Is There an Optimal Structure for Decentralized Provision of Roads?
48 Pages Posted: 20 Apr 2016
Date Written: September 1996
Generally, local maintenance of roads is more efficient than centrally controlled maintenance. For road construction, contracting procedures and competitive bidding are more important than issues of decentralization. Central governments should regulate safety and other network externalities.
Humplick and Moini-Araghi empirically investigate how decentralization affects the efficiency of road provision from the viewpoint of the local goods provider and the road user. The theoretical model: A double-cost hidden level of effort. For accurate estimates, they found it important to include both user and provider concerns in determining the optimal level of decentralization.
Using four different model specifications and three data sets, they find that 100-percent decentralization of maintenance functions (where there is no central regulation on quality standards) produces the most efficiency gains, as quality roads are provided at lower unit costs. There is little justification for central government to be involved in road maintenance. In fact, as Germany's example shows, uniform standards combined with decentralized maintenance remove the incentive to reduce costs and erode most of the efficiency gains from local maintenance. Maintenance is by definition a local activity and should reflect user preferences.
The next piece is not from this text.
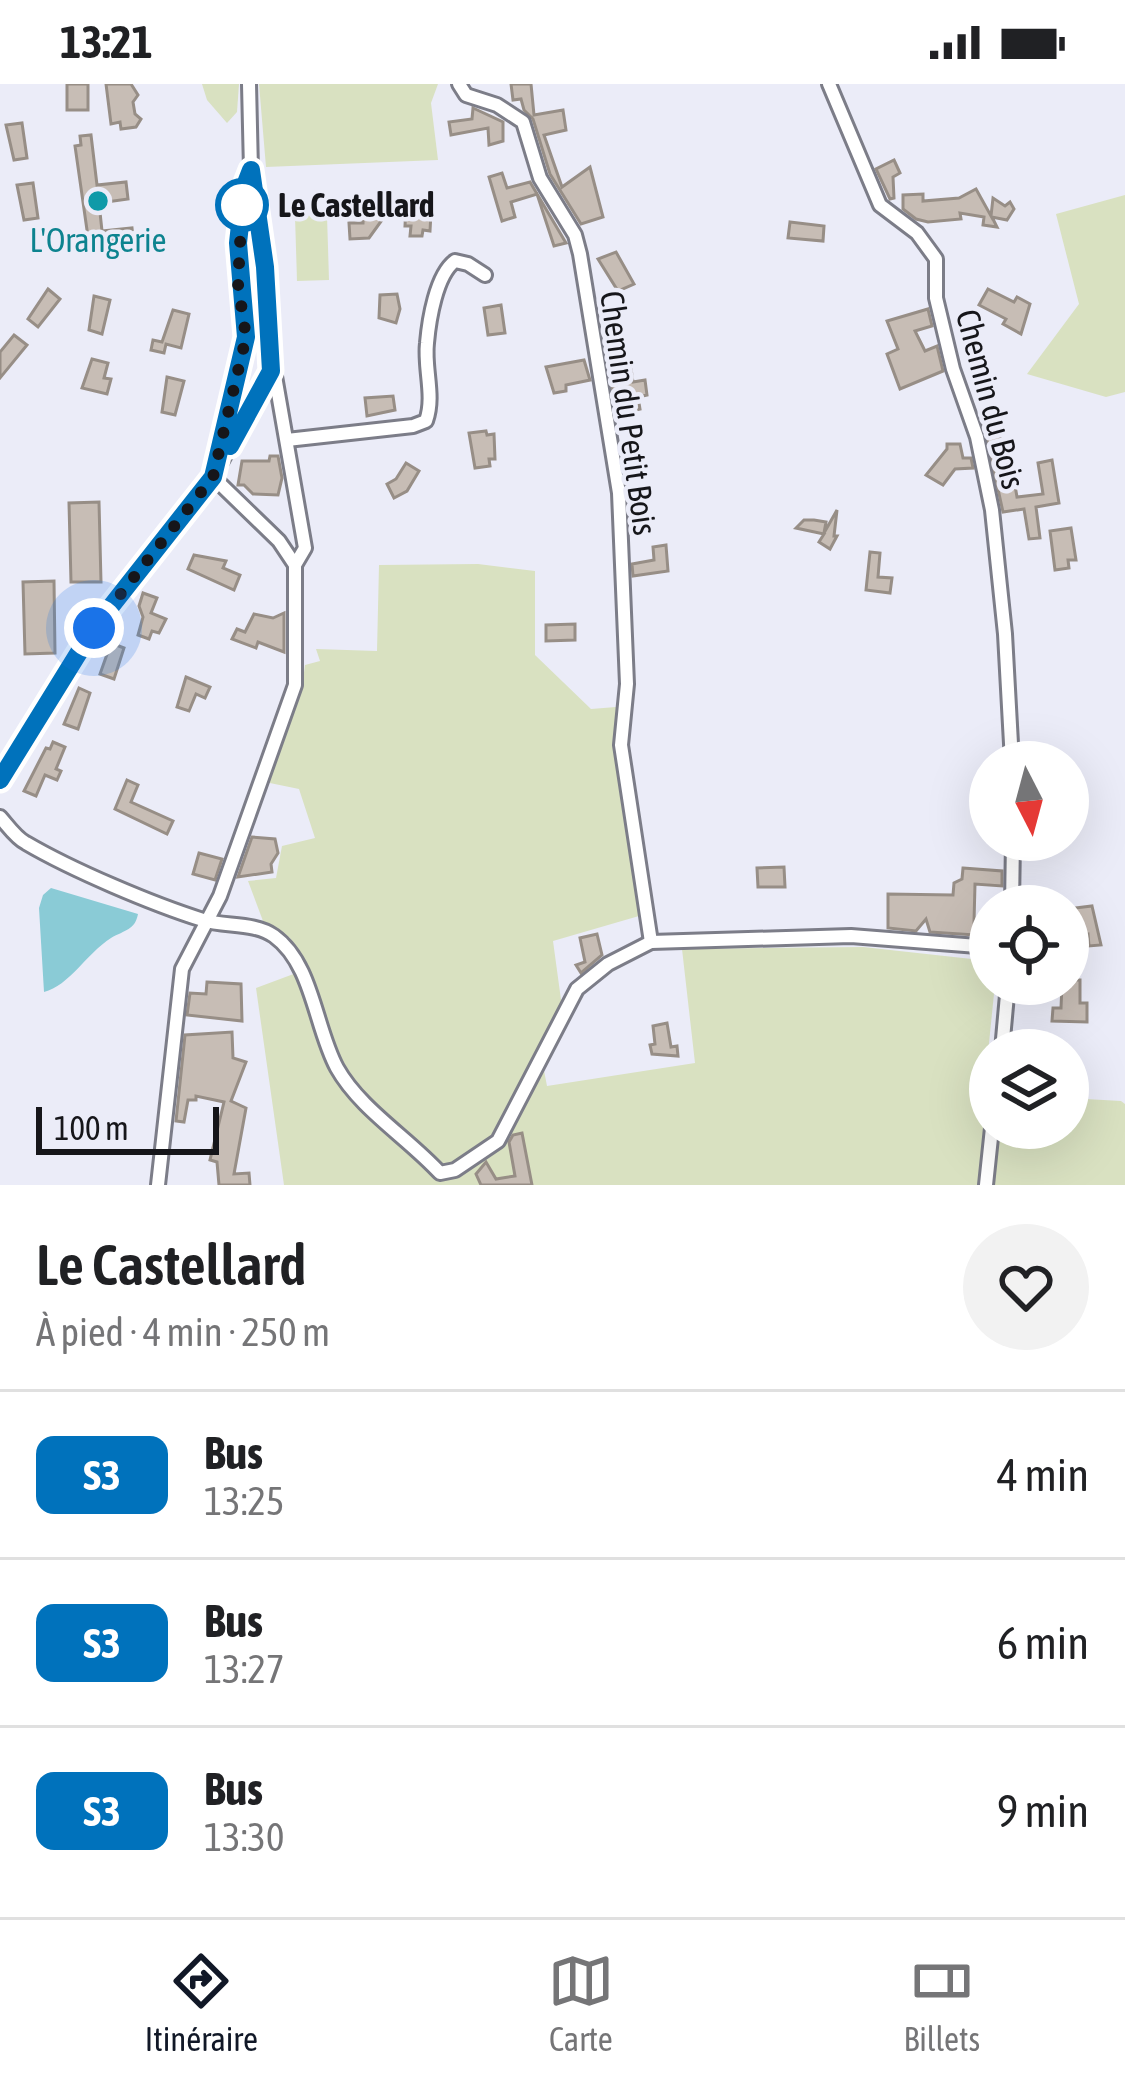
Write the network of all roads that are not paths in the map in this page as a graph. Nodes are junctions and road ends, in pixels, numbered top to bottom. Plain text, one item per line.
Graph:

Central governments should regulate safety and other network externalities by having a stake in the financing of road administration and in such functions as planning, policy setting, and regulation of safety and other network externalities. Central governments should finance no more than 10 percent of administrative costs. As for construction, it depends on the country. It may be better to ensure that contracting procedures in a country are efficient before suggesting the decentralized provision of roads. It is easier for local governments than for central governments to incorporate user preferences in their spending decisions. Similarly, determining where to make investments, deciding how to procure works, and monitoring the quality of construction and maintenance is often done more efficiently locally - except when local capacity to carry out road works is limited. The results point to the benefits of decentralized provision of roads, but many countries contract out maintenance and provision. In that case, it may not matter whether local competitive bidding is carried out by a central or local agency.
This paper - a product of the Environment, Infrastructure, and Agriculture Division, Policy Research Department - is part of a larger study in the Agriculture and Natural Resources Department to develop a strategy for rural development. The study is funded jointly by the Norwegian and Swiss Special Studies Trust Funds and by the Bank's Research Support Budget, under research project Decentralization, Fiscal Systems, and Rural Development (RPO 679-68).